The original order is more effective, I think. There is a faux-naïf tone Heti often draws upon --the deadpan, matter-of-fact tone in which fable and fairy tale narrate deeply disturbing events -- and indeed the stories towards the beginning of the book have frankly fairy-tale elements (frogs giving courtship advice, women living in shoes, family members who are dumplings). Those closer to the end, however, are a little more urban, a little more realistic, more likely to have such proper names as "Dubrovnik" and "the Roman church." The fairy-tale tone in which the profoundly unsettling is told calmly and patiently, without any particular effort at emphasis, persists in the latter stories as well, to telling effect.
I don't whether Heti would care for the comparison, but the mood of the book struck me as like that of Weetzie Bat by Francesca Lia Block, which has the same faux-naif tone applied to very serious topics. Weetzie Bat is a YA book, though -- The Middle Stories might work for fans of Weetzie Bat who have passed the age of 18, let's say.

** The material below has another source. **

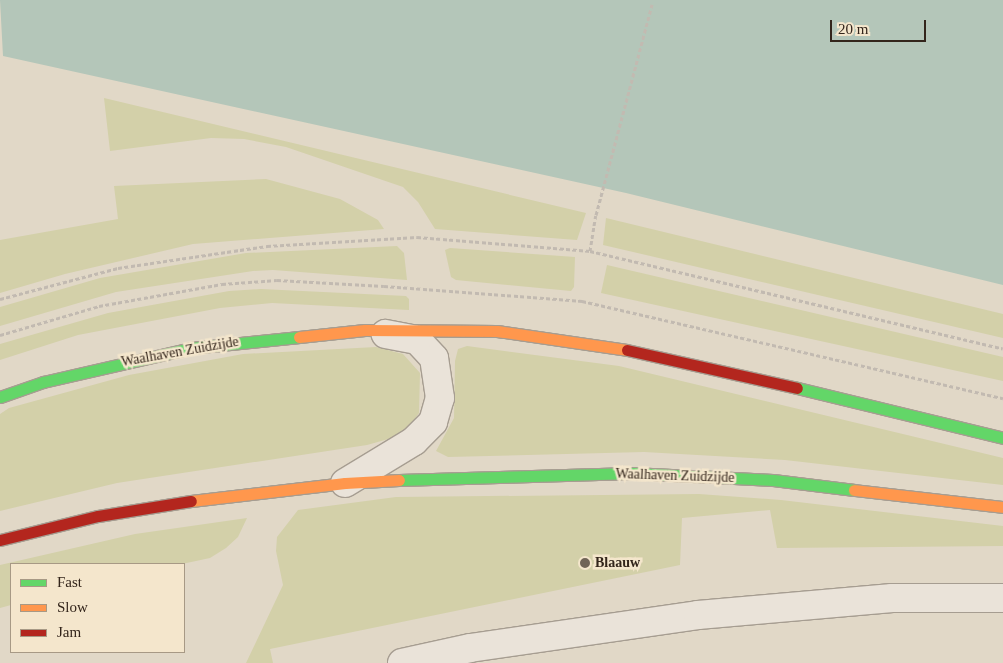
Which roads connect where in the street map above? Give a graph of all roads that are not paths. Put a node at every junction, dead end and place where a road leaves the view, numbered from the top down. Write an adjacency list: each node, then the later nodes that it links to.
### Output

Why the title? The stories are not the work of Heti"s "middle period," since it is her first book. I wondered whether it has to do with most of the stories not only starting (in good story fashion) in media res but also ending before any marked kind of closure has been achieved. The stories are all "middle" in another words -- a circumstance that would induce much lip-gnawing among Weetzie Bat fans, it now occurs to me....
1 comment:
Interesting posting. I just want to add a couple of ideas here. McSweeney's published an abbreviated version of Middle Stories in issue no. 4 back in 2000, which came as a box of individual books by contributors. The name of that collection was The Middle Tales. I sense Heti not referring to time with "middle" but to genre, the stories themselves borrowing heavily from the "fable" mode. "Tales" does seem closer to "fable" than "story." Her stories are not quite tales, not quite fables--something in the middle.